Apagão de nacionalismo

O apagão que tumultuou o Brasil no dia 15 de agosto último foi muito revelador. Até o dia seguinte as autoridades ainda não conseguiam ─ ou ainda não ousavam ─ revelar as causas. Mas admitiam que o sistema brasileiro é interligado, e que o problema num determinado local pode originar um efeito dominó de consequências nacionais. E também admitiam que as causas poderiam ser devidas a “falha humana ou até dolo”. Ou seja, não sabiam dizer se poderia ter sido um acidente ou uma sabotagem, algo premeditado.

Este apagão não poderia ter vindo em hora mais adequada para uma advertência: na véspera, o governo do Paraná vendia a antes estatal Copel ─ Companhia Paranaense de Energia ─ na bolsa de valores de São Paulo. Antes, a Eletrobrás já fora privatizada, em 2022. E, num sistema integrado como reconhecem as autoridades, onde um colapso localizado pode estender-se nacionalmente, as empresas de energia estaduais assumem a mesma importância estratégica da nacional. O possível dolo, ou seja, a possibilidade de uma sabotagem, aventado pelas autoridades, pode ter origem numa estadual, ou na nacional.

No Brasil ainda não aprendemos que o mundo vive um momento de conflitos e disputas que não dispensam as sabotagens? Que não é improvável que o apagão tenha de fato resultado de uma sabotagem? E que o sistema energético do país é de importância vital, e que seu colapso desencadearia o caos e a absoluta vulnerabilidade? E que hoje, no mundo, nações agem como as aves de rapina que são seus símbolos, debilitando suas presas para depois predá-las impiedosamente?

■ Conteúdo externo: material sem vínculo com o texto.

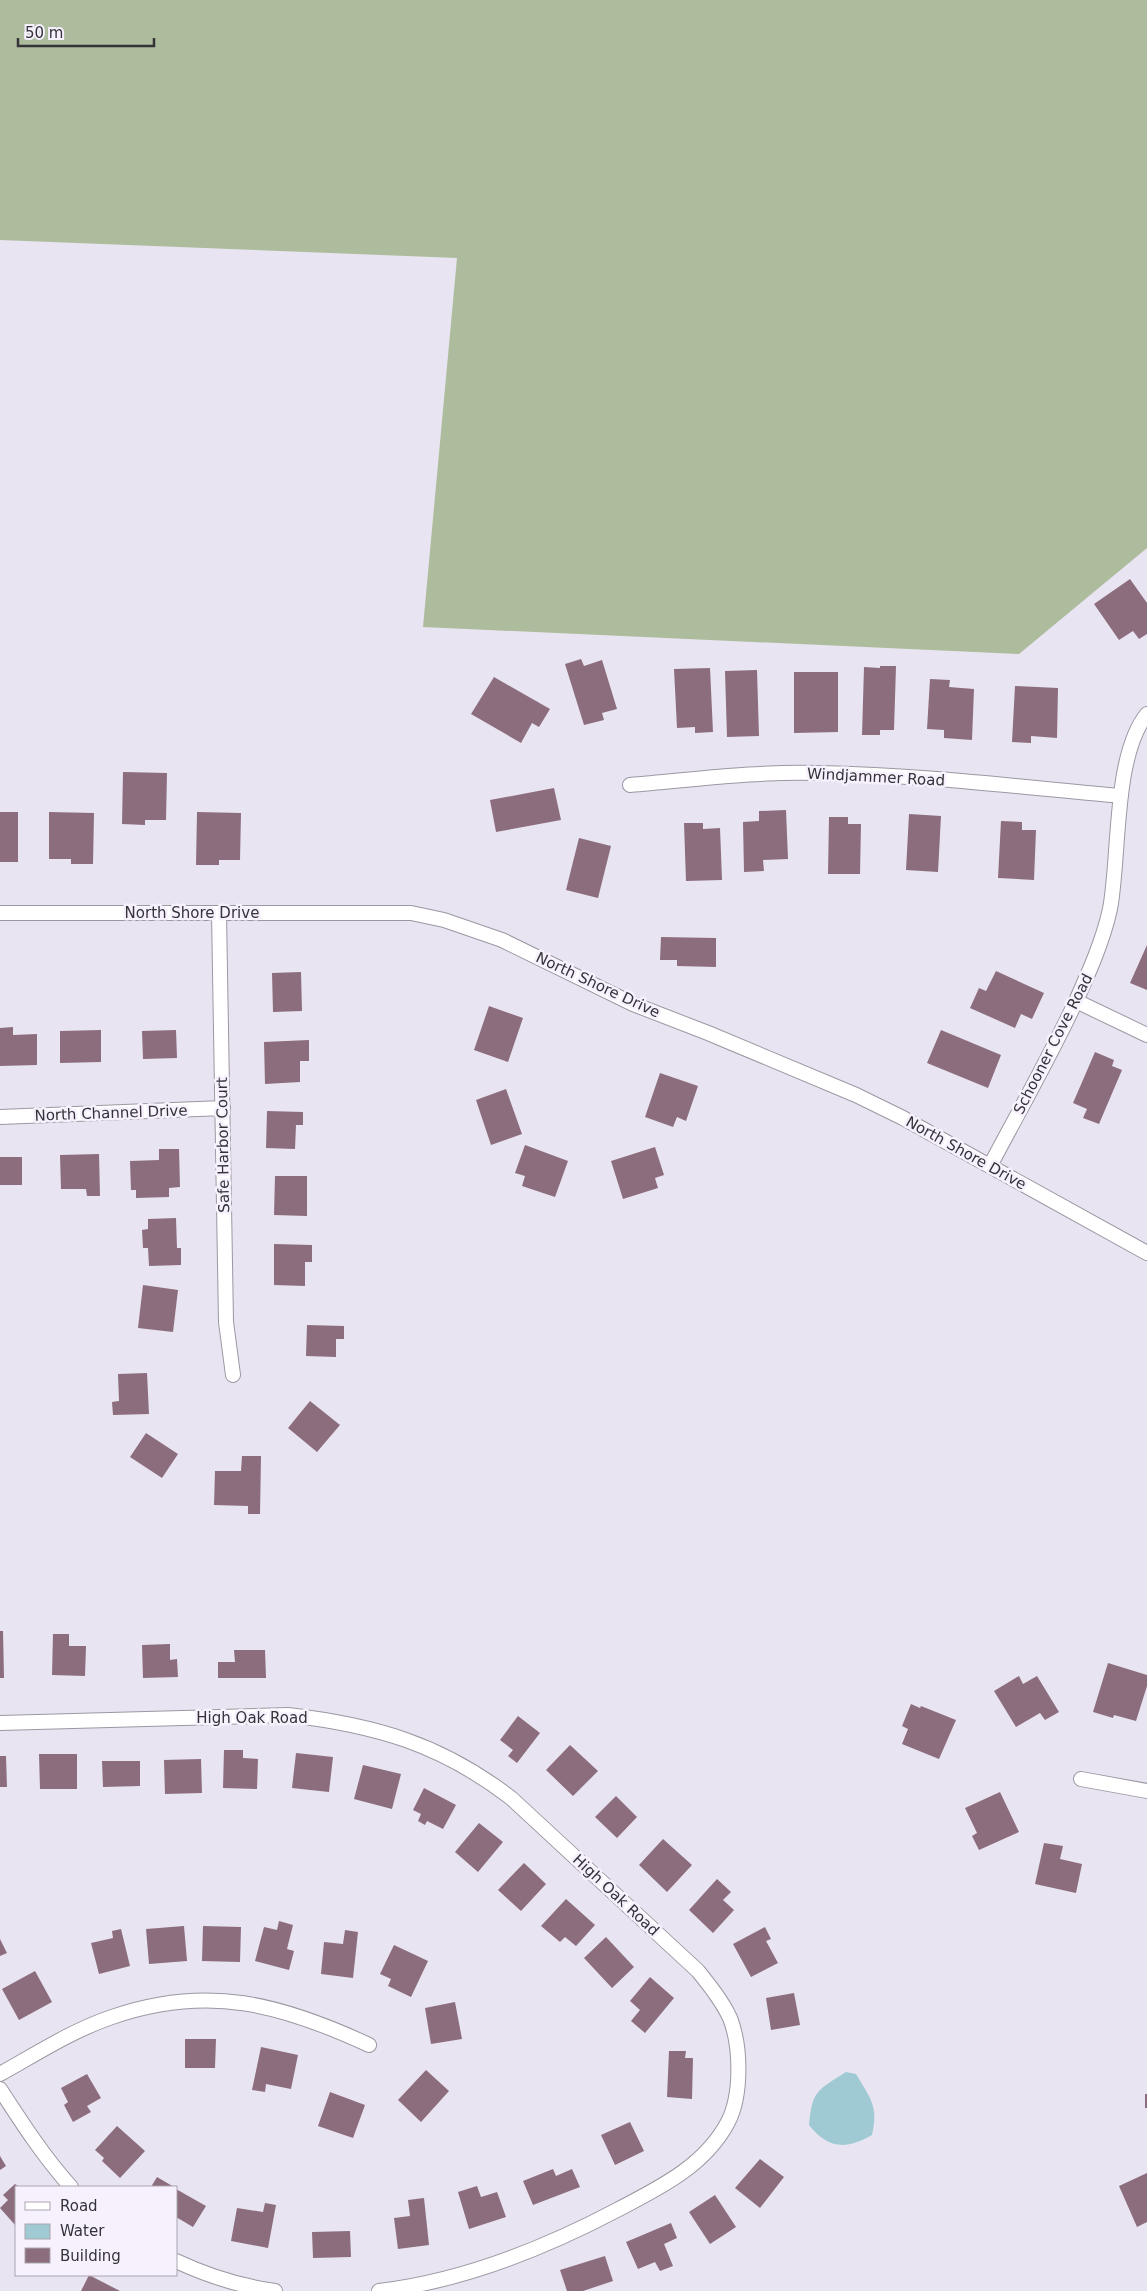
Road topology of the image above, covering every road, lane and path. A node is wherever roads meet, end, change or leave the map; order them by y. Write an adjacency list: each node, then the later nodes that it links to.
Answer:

Energia, água, alimentos, combustíveis, transporte coletivo, saneamento, comunicações, saúde, educação, pesquisa científica, moradia... são setores vitais para um país que deseja tornar-se soberano, próspero e inclusivo. Setores que devem estar controlados por interesses nacionais, e não pelo volúvel e ambicioso interesse de empresas privadas. A razão de ser das privadas é o lucro. Doa a quem doer. A razão de ser das empresas estatais é, em princípio, a autonomia, o benefício coletivo, a independência. Embora as estatais estejam sob ataque constante daqueles que querem sucateá-las, depreciá-las e então privatizá-las, para o lucro e benefício de poucos vis apaniguados.

Essa é a diferença entre governos e políticas públicas socializantes versus privatizantes. É a diferença entre o socialismo e o neoliberalismo. Este último propugna o “estado mínimo”, alegando que o mercado é autorregulável, e que a estatização só atrapalha e atrasa. Que argumento tão enganador! A prática tem mostrado, no mundo todo, que a privatização dos setores estratégicos só traz prejuízos e retrocesso para as nações e suas populações. Quem ganha são aqueles poucos acionistas que já estão locupletados, mas nunca lhes basta a riqueza, nada consegue saciar sua sanha. Privatizações de setores estratégicos têm sido revertidas em reestatizações nos países que experimentaram os erros de acreditar na mentira da autorregulação do mercado.

Privatizar setores estratégicos, como é o caso da energia, é entregar o país à sanha da vampiragem transnacional.